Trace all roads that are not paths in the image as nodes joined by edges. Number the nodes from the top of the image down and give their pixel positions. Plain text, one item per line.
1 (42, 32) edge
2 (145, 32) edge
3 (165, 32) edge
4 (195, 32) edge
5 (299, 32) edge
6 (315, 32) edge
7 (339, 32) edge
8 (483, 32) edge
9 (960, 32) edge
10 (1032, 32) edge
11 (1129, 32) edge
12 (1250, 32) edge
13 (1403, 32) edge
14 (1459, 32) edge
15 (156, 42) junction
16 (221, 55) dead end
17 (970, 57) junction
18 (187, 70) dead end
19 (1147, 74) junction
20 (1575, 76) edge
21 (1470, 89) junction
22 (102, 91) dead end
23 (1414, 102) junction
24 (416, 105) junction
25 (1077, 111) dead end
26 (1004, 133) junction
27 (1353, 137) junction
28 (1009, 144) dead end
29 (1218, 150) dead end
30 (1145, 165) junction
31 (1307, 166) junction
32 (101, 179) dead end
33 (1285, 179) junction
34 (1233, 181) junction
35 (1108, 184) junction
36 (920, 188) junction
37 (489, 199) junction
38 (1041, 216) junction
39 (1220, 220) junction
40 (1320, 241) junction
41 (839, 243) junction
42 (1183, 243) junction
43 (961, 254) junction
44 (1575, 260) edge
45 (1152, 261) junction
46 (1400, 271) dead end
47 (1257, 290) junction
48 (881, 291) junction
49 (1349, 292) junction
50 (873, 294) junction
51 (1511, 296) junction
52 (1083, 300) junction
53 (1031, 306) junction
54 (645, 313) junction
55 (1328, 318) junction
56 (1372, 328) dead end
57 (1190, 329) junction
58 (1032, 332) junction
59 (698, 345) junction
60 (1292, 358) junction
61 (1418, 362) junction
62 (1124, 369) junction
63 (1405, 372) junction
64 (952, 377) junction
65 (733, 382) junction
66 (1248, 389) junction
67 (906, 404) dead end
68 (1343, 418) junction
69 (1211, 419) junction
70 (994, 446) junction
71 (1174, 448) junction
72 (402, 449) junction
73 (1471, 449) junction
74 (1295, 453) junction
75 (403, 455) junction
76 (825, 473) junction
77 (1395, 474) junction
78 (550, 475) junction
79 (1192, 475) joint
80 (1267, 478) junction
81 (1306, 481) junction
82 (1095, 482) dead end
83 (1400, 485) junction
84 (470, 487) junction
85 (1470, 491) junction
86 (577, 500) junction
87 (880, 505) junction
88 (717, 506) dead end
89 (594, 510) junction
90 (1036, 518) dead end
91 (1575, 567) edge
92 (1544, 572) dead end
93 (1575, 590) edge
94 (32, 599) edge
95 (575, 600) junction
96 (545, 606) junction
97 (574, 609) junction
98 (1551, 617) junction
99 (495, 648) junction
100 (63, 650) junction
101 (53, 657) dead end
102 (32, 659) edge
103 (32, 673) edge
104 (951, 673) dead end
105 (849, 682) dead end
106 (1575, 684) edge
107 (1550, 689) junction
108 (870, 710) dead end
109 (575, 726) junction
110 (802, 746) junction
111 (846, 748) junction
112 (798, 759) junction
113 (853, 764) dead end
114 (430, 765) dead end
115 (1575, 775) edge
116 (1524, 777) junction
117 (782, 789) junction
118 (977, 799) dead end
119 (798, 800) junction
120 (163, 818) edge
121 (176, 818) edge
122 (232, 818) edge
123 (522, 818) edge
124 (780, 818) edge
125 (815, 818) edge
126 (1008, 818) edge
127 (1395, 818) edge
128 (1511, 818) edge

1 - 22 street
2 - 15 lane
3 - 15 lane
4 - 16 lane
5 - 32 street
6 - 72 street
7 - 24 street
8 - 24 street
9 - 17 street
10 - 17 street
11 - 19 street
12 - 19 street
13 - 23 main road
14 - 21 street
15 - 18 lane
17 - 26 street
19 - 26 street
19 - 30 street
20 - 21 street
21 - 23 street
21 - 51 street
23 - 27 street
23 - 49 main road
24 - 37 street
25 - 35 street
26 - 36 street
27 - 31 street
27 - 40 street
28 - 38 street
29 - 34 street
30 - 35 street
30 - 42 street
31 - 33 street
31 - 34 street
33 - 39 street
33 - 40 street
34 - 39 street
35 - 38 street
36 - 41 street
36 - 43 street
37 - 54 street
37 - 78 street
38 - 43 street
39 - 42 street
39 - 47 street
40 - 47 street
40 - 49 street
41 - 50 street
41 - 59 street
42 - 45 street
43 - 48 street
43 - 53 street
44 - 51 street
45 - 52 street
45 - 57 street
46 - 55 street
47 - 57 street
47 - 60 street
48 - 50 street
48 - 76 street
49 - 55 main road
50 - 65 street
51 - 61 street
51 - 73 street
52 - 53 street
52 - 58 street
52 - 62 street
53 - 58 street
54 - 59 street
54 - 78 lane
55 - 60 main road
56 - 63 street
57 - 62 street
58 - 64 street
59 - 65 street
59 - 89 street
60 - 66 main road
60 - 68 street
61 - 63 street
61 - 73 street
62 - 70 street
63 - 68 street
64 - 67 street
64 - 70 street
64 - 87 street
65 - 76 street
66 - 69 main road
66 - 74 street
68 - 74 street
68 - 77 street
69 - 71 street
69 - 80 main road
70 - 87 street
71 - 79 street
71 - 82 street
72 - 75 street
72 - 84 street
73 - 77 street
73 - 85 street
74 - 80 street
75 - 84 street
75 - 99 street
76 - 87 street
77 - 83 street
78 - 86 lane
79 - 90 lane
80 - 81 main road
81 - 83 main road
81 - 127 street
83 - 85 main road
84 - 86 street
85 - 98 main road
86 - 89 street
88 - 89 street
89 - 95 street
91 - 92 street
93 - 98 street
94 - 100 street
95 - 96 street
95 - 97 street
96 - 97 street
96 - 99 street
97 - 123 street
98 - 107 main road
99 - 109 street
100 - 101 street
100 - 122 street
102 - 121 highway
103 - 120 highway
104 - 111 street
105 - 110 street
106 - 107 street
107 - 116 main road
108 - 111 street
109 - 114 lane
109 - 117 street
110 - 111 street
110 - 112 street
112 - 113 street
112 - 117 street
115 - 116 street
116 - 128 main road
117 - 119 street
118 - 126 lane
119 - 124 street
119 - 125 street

WHAT IS EXPECTED
Give the material again, complete and unaltered.

FINISHED TASK
Trace all roads that are not paths in the image as nodes joined by edges. Number the nodes from the top of the image down and give their pixel positions. Plain text, one item per line.
1 (42, 32) edge
2 (145, 32) edge
3 (165, 32) edge
4 (195, 32) edge
5 (299, 32) edge
6 (315, 32) edge
7 (339, 32) edge
8 (483, 32) edge
9 (960, 32) edge
10 (1032, 32) edge
11 (1129, 32) edge
12 (1250, 32) edge
13 (1403, 32) edge
14 (1459, 32) edge
15 (156, 42) junction
16 (221, 55) dead end
17 (970, 57) junction
18 (187, 70) dead end
19 (1147, 74) junction
20 (1575, 76) edge
21 (1470, 89) junction
22 (102, 91) dead end
23 (1414, 102) junction
24 (416, 105) junction
25 (1077, 111) dead end
26 (1004, 133) junction
27 (1353, 137) junction
28 (1009, 144) dead end
29 (1218, 150) dead end
30 (1145, 165) junction
31 (1307, 166) junction
32 (101, 179) dead end
33 (1285, 179) junction
34 (1233, 181) junction
35 (1108, 184) junction
36 (920, 188) junction
37 (489, 199) junction
38 (1041, 216) junction
39 (1220, 220) junction
40 (1320, 241) junction
41 (839, 243) junction
42 (1183, 243) junction
43 (961, 254) junction
44 (1575, 260) edge
45 (1152, 261) junction
46 (1400, 271) dead end
47 (1257, 290) junction
48 (881, 291) junction
49 (1349, 292) junction
50 (873, 294) junction
51 (1511, 296) junction
52 (1083, 300) junction
53 (1031, 306) junction
54 (645, 313) junction
55 (1328, 318) junction
56 (1372, 328) dead end
57 (1190, 329) junction
58 (1032, 332) junction
59 (698, 345) junction
60 (1292, 358) junction
61 (1418, 362) junction
62 (1124, 369) junction
63 (1405, 372) junction
64 (952, 377) junction
65 (733, 382) junction
66 (1248, 389) junction
67 (906, 404) dead end
68 (1343, 418) junction
69 (1211, 419) junction
70 (994, 446) junction
71 (1174, 448) junction
72 (402, 449) junction
73 (1471, 449) junction
74 (1295, 453) junction
75 (403, 455) junction
76 (825, 473) junction
77 (1395, 474) junction
78 (550, 475) junction
79 (1192, 475) joint
80 (1267, 478) junction
81 (1306, 481) junction
82 (1095, 482) dead end
83 (1400, 485) junction
84 (470, 487) junction
85 (1470, 491) junction
86 (577, 500) junction
87 (880, 505) junction
88 (717, 506) dead end
89 (594, 510) junction
90 (1036, 518) dead end
91 (1575, 567) edge
92 (1544, 572) dead end
93 (1575, 590) edge
94 (32, 599) edge
95 (575, 600) junction
96 (545, 606) junction
97 (574, 609) junction
98 (1551, 617) junction
99 (495, 648) junction
100 (63, 650) junction
101 (53, 657) dead end
102 (32, 659) edge
103 (32, 673) edge
104 (951, 673) dead end
105 (849, 682) dead end
106 (1575, 684) edge
107 (1550, 689) junction
108 (870, 710) dead end
109 (575, 726) junction
110 (802, 746) junction
111 (846, 748) junction
112 (798, 759) junction
113 (853, 764) dead end
114 (430, 765) dead end
115 (1575, 775) edge
116 (1524, 777) junction
117 (782, 789) junction
118 (977, 799) dead end
119 (798, 800) junction
120 (163, 818) edge
121 (176, 818) edge
122 (232, 818) edge
123 (522, 818) edge
124 (780, 818) edge
125 (815, 818) edge
126 (1008, 818) edge
127 (1395, 818) edge
128 (1511, 818) edge

1 - 22 street
2 - 15 lane
3 - 15 lane
4 - 16 lane
5 - 32 street
6 - 72 street
7 - 24 street
8 - 24 street
9 - 17 street
10 - 17 street
11 - 19 street
12 - 19 street
13 - 23 main road
14 - 21 street
15 - 18 lane
17 - 26 street
19 - 26 street
19 - 30 street
20 - 21 street
21 - 23 street
21 - 51 street
23 - 27 street
23 - 49 main road
24 - 37 street
25 - 35 street
26 - 36 street
27 - 31 street
27 - 40 street
28 - 38 street
29 - 34 street
30 - 35 street
30 - 42 street
31 - 33 street
31 - 34 street
33 - 39 street
33 - 40 street
34 - 39 street
35 - 38 street
36 - 41 street
36 - 43 street
37 - 54 street
37 - 78 street
38 - 43 street
39 - 42 street
39 - 47 street
40 - 47 street
40 - 49 street
41 - 50 street
41 - 59 street
42 - 45 street
43 - 48 street
43 - 53 street
44 - 51 street
45 - 52 street
45 - 57 street
46 - 55 street
47 - 57 street
47 - 60 street
48 - 50 street
48 - 76 street
49 - 55 main road
50 - 65 street
51 - 61 street
51 - 73 street
52 - 53 street
52 - 58 street
52 - 62 street
53 - 58 street
54 - 59 street
54 - 78 lane
55 - 60 main road
56 - 63 street
57 - 62 street
58 - 64 street
59 - 65 street
59 - 89 street
60 - 66 main road
60 - 68 street
61 - 63 street
61 - 73 street
62 - 70 street
63 - 68 street
64 - 67 street
64 - 70 street
64 - 87 street
65 - 76 street
66 - 69 main road
66 - 74 street
68 - 74 street
68 - 77 street
69 - 71 street
69 - 80 main road
70 - 87 street
71 - 79 street
71 - 82 street
72 - 75 street
72 - 84 street
73 - 77 street
73 - 85 street
74 - 80 street
75 - 84 street
75 - 99 street
76 - 87 street
77 - 83 street
78 - 86 lane
79 - 90 lane
80 - 81 main road
81 - 83 main road
81 - 127 street
83 - 85 main road
84 - 86 street
85 - 98 main road
86 - 89 street
88 - 89 street
89 - 95 street
91 - 92 street
93 - 98 street
94 - 100 street
95 - 96 street
95 - 97 street
96 - 97 street
96 - 99 street
97 - 123 street
98 - 107 main road
99 - 109 street
100 - 101 street
100 - 122 street
102 - 121 highway
103 - 120 highway
104 - 111 street
105 - 110 street
106 - 107 street
107 - 116 main road
108 - 111 street
109 - 114 lane
109 - 117 street
110 - 111 street
110 - 112 street
112 - 113 street
112 - 117 street
115 - 116 street
116 - 128 main road
117 - 119 street
118 - 126 lane
119 - 124 street
119 - 125 street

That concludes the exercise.